[Saved data entries]
▬▬▬▬▬▬
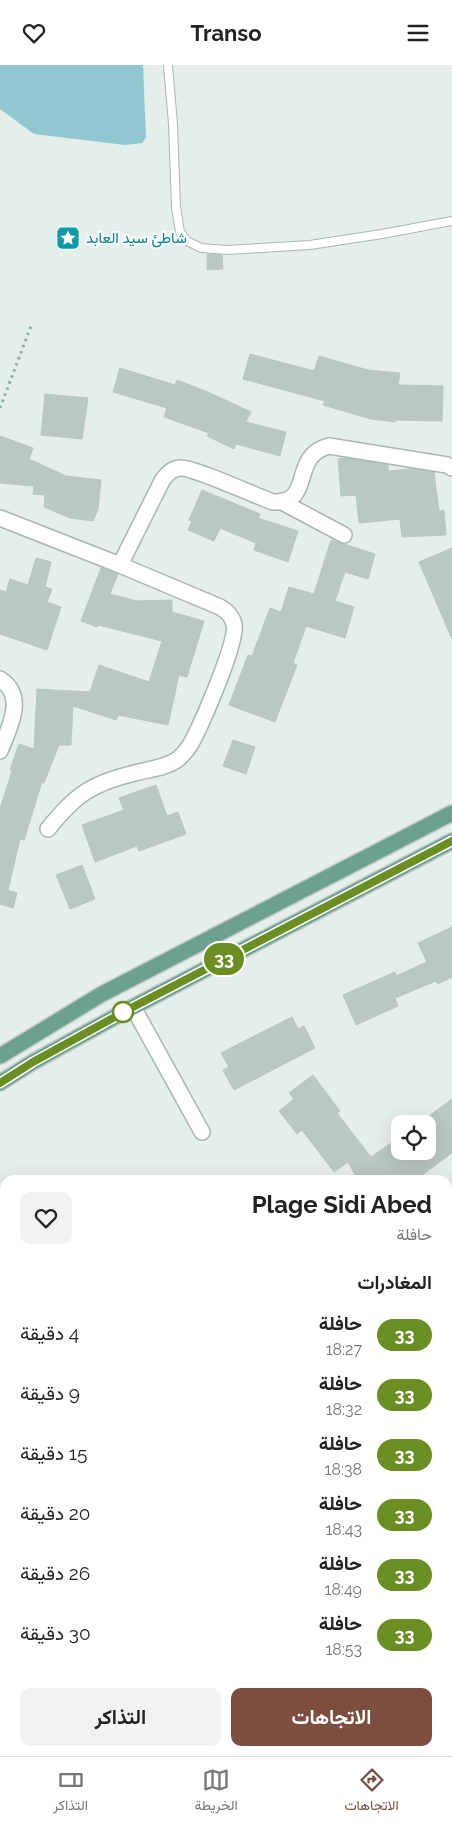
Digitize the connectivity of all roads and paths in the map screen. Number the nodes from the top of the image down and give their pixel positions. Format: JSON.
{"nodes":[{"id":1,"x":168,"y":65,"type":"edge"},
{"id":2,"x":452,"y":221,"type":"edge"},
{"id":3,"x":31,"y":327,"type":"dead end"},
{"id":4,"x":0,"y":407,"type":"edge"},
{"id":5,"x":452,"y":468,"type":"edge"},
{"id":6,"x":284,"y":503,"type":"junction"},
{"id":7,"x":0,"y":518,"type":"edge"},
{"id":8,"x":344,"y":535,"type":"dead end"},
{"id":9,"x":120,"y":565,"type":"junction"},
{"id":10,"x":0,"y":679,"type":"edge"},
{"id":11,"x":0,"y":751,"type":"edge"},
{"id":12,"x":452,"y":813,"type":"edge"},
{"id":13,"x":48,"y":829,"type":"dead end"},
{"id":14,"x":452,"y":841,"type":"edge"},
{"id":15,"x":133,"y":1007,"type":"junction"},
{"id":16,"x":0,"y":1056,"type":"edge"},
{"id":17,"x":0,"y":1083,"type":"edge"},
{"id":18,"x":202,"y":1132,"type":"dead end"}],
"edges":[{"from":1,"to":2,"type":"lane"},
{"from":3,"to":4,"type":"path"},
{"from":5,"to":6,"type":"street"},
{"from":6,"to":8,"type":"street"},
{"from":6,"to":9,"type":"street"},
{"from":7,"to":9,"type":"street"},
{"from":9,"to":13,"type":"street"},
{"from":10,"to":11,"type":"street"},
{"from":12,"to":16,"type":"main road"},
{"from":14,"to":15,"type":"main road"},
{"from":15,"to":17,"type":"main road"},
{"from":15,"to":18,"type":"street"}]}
▬▬▬▬▬▬
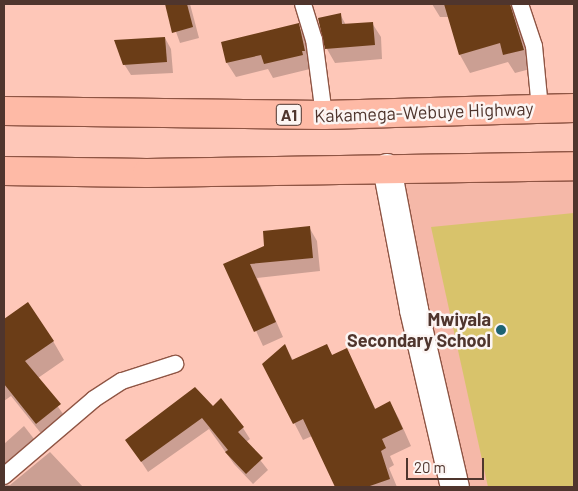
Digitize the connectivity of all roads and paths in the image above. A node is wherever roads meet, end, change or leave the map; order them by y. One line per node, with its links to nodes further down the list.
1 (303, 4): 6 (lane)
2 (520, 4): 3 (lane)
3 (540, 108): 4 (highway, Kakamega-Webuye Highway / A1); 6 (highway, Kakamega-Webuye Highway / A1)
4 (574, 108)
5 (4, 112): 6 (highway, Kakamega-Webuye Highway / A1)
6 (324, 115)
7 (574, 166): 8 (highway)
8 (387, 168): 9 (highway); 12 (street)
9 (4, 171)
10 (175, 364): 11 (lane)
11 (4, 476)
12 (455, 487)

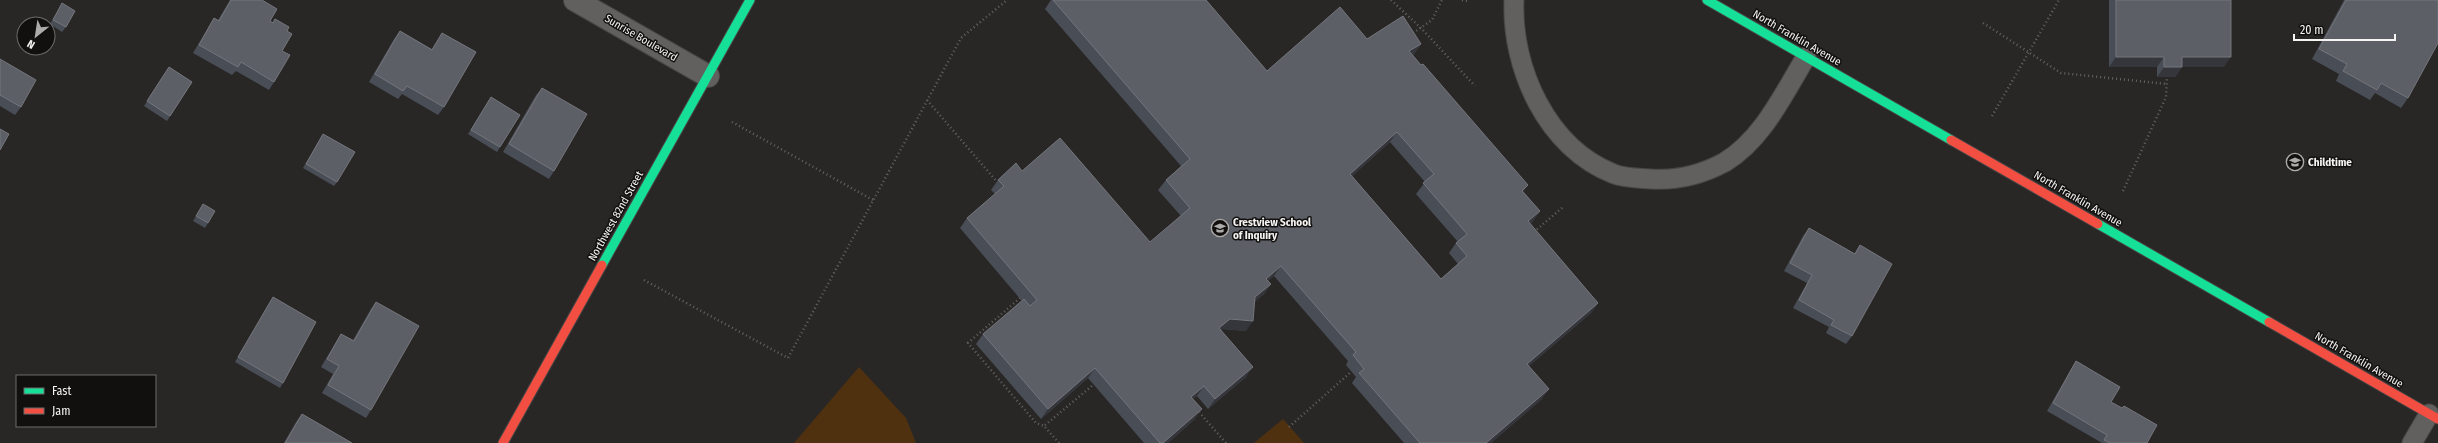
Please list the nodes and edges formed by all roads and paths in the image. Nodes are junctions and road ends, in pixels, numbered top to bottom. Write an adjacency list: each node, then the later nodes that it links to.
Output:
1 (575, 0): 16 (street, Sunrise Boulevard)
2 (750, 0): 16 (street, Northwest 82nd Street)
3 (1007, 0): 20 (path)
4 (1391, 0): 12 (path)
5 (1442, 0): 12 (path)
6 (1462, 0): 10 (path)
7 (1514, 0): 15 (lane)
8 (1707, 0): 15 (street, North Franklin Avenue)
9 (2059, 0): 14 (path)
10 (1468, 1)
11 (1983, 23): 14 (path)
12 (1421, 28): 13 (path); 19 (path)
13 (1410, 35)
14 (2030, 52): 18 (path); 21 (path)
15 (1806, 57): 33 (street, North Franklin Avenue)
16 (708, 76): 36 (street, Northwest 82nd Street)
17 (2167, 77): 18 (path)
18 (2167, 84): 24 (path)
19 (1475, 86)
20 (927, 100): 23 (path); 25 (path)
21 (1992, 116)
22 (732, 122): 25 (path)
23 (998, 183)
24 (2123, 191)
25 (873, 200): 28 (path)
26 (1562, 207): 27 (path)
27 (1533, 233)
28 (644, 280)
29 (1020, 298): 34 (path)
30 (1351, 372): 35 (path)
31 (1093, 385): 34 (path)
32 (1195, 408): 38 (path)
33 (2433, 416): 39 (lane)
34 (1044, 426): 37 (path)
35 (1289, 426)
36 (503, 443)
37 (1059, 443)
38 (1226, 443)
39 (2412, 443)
▬▬▬▬▬▬
= Instructions for the task =
For this exercise, return exactly the lines above from the line with "Digitize the connectivity of all roads and paths in the image" through the line with "Please list the", both included. Do not copy the pictures.

= Your response =
Digitize the connectivity of all roads and paths in the image above. A node is wherever roads meet, end, change or leave the map; order them by y. One line per node, with its links to nodes further down the list.
1 (303, 4): 6 (lane)
2 (520, 4): 3 (lane)
3 (540, 108): 4 (highway, Kakamega-Webuye Highway / A1); 6 (highway, Kakamega-Webuye Highway / A1)
4 (574, 108)
5 (4, 112): 6 (highway, Kakamega-Webuye Highway / A1)
6 (324, 115)
7 (574, 166): 8 (highway)
8 (387, 168): 9 (highway); 12 (street)
9 (4, 171)
10 (175, 364): 11 (lane)
11 (4, 476)
12 (455, 487)

Please list the nodes and edges formed by all roads and paths in the image. Nodes are junctions and road ends, in pixels, numbered top to bottom. Write an adjacency list: each node, then the later nodes that it links to.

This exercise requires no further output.